Jose Antonio Vargas' article in the Washington Post explores the impact of first person shooters on today's dogfaces.


Lt. Col. Scott Sutton, director of the technology division at Quantico Marine Base... says soldiers in this generation "probably feel less inhibited, down in their primal level, pointing their weapons at somebody." That, in effect, "provides a better foundation for us to work with," he adds.

No one knows for sure whether Sutton is right. Since at least World War II, studies purporting to explore how readily troops pulled the trigger -- S.L.A. Marshall's "Men Against Fire," for example -- have aroused controversy and been scored as anecdotal. Indeed, collecting data in the swirl of battle is no less formidable a challenge today than in the past. As a result, comparisons to previous generations of soldiers are problematic. Nonetheless, soldiers today are far more knowledgeable about weaponry than their predecessors, Bartlett feels sure, and have "a basic skills set as to how to use them."

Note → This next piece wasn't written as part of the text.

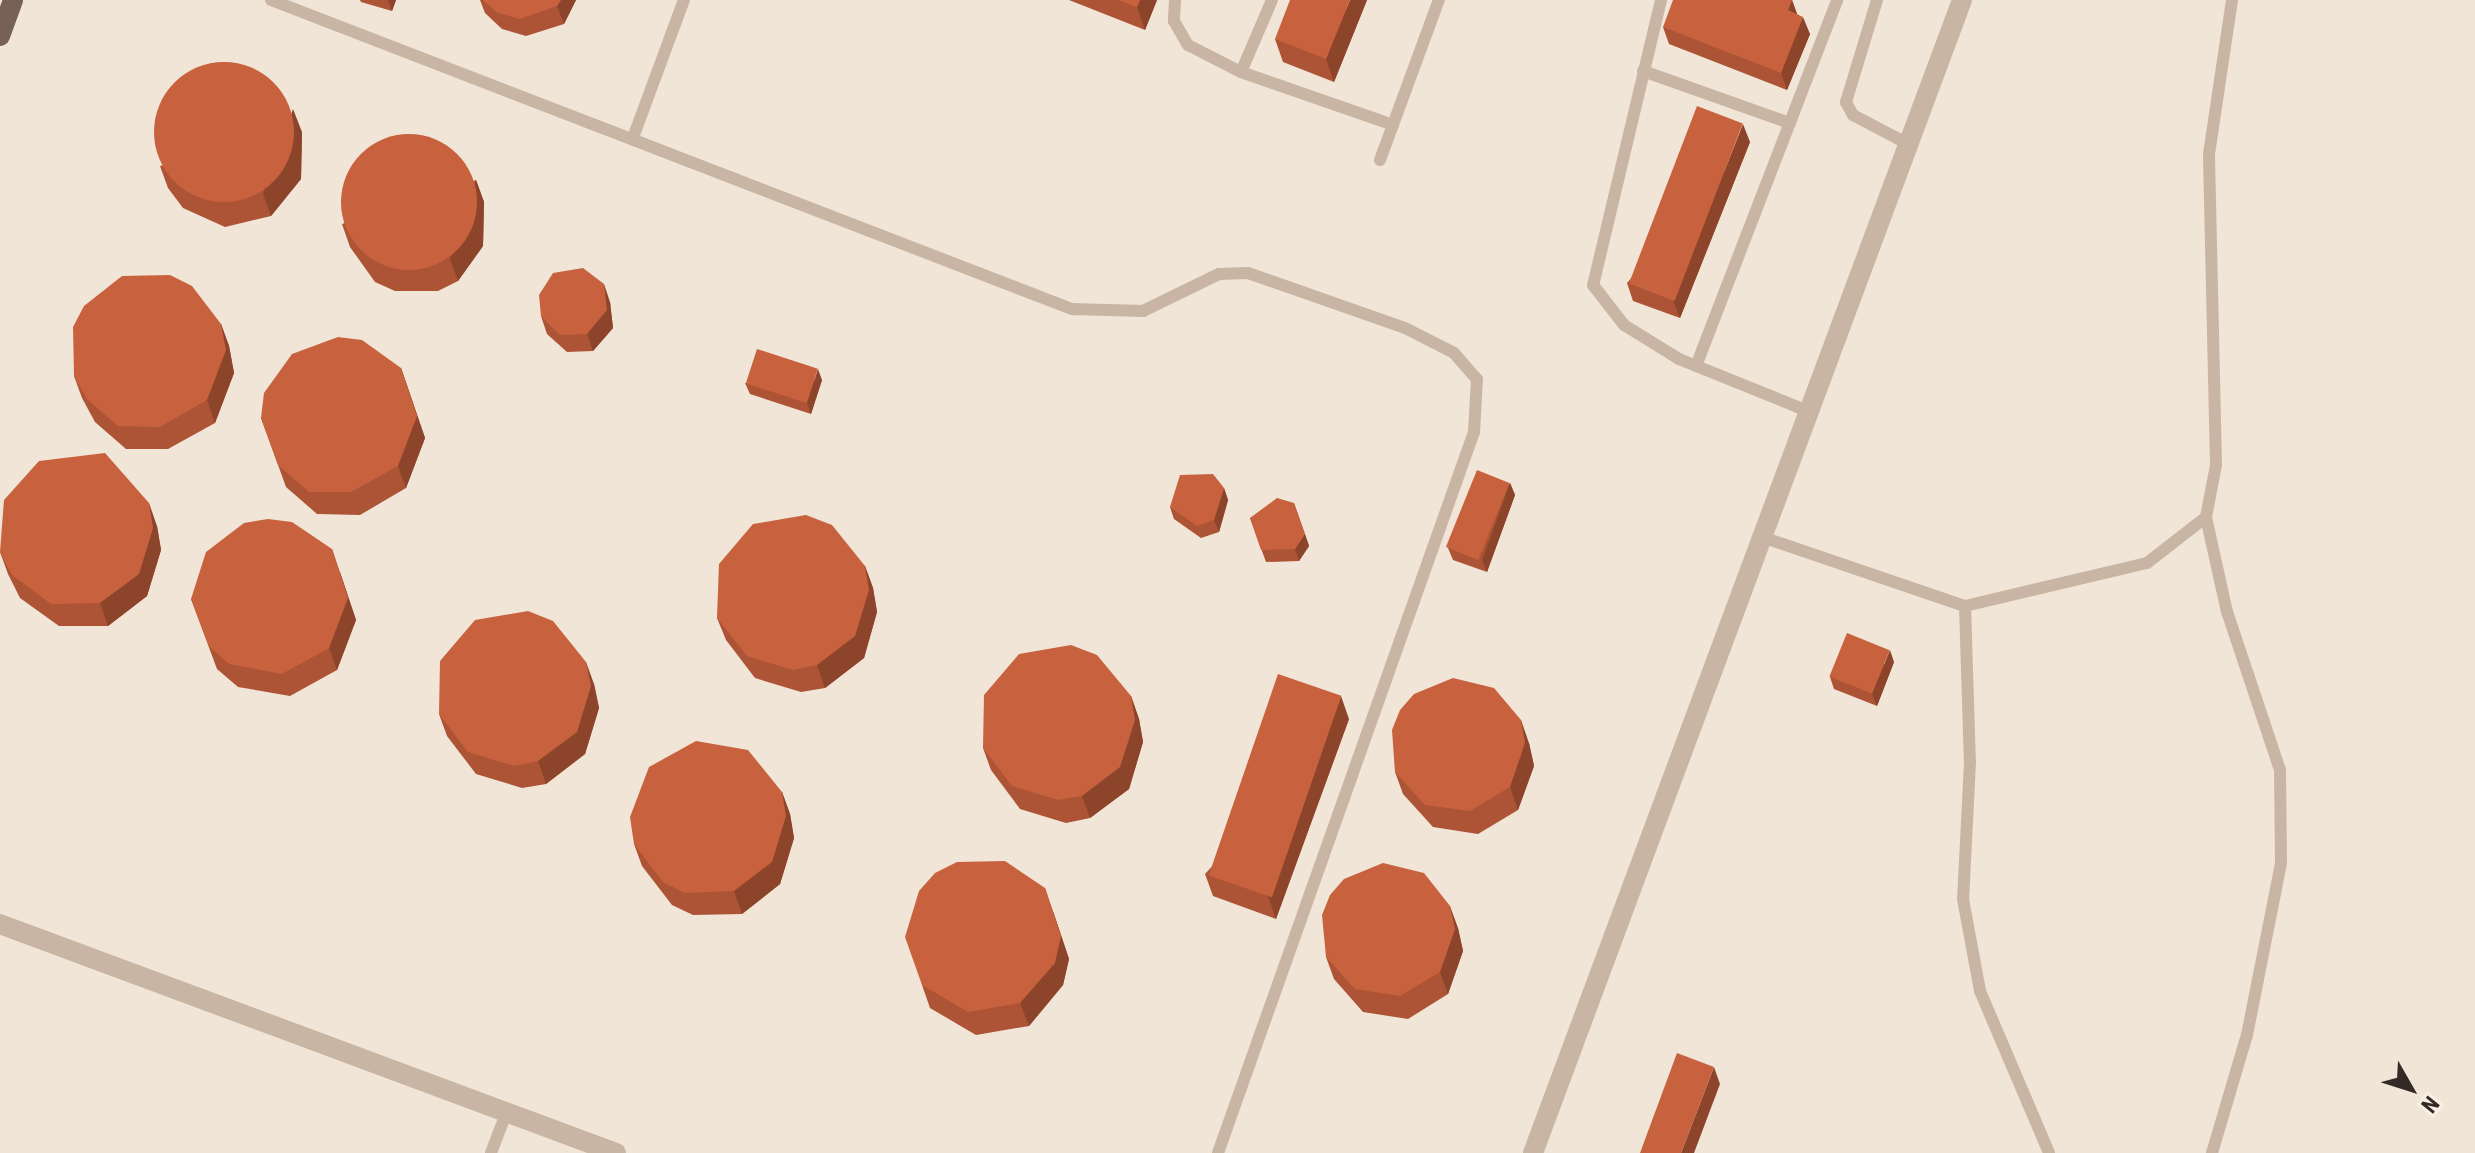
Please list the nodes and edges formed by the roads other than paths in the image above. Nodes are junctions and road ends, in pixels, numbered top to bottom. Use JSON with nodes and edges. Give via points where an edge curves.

Retired Marine Col. Gary W. Anderson, former chief of staff of the Marine Corps Warfighting Lab, agrees. And he takes it a step further: Today's soldiers, having grown up with first-person shooter games long before they joined the military, are the new Spartans, he says.|Link|


The Spartans seem totally removed from our decadent American culture in so many ways. The Spartans would leave newborns outside to see if they could survive the cold. The men went barefoot in the Winter. It was a brutal, conservative, ultra-militant culture.

Among the Spartans the warriors belonged to a high caste and were supported by serfs.

In contemporary American society there is a huge disparity between wealth and poverty. The middle class has been shrinking and the ranks or the poor are growing faster than the ranks of the rich.

Many Americans lead lives of quiet desparation in sketchy neighborhoods with crappy schools infested with gangs and drugs. They don't have a social safety net or sufficient medical care.

These are largely the people for whom the military seems like a good idea. Shooting people for three square meals a day plus free medical care doesn't seem so bad when the option is working at McDonalds or joining the criminal underworld.

That is the beauty of our society.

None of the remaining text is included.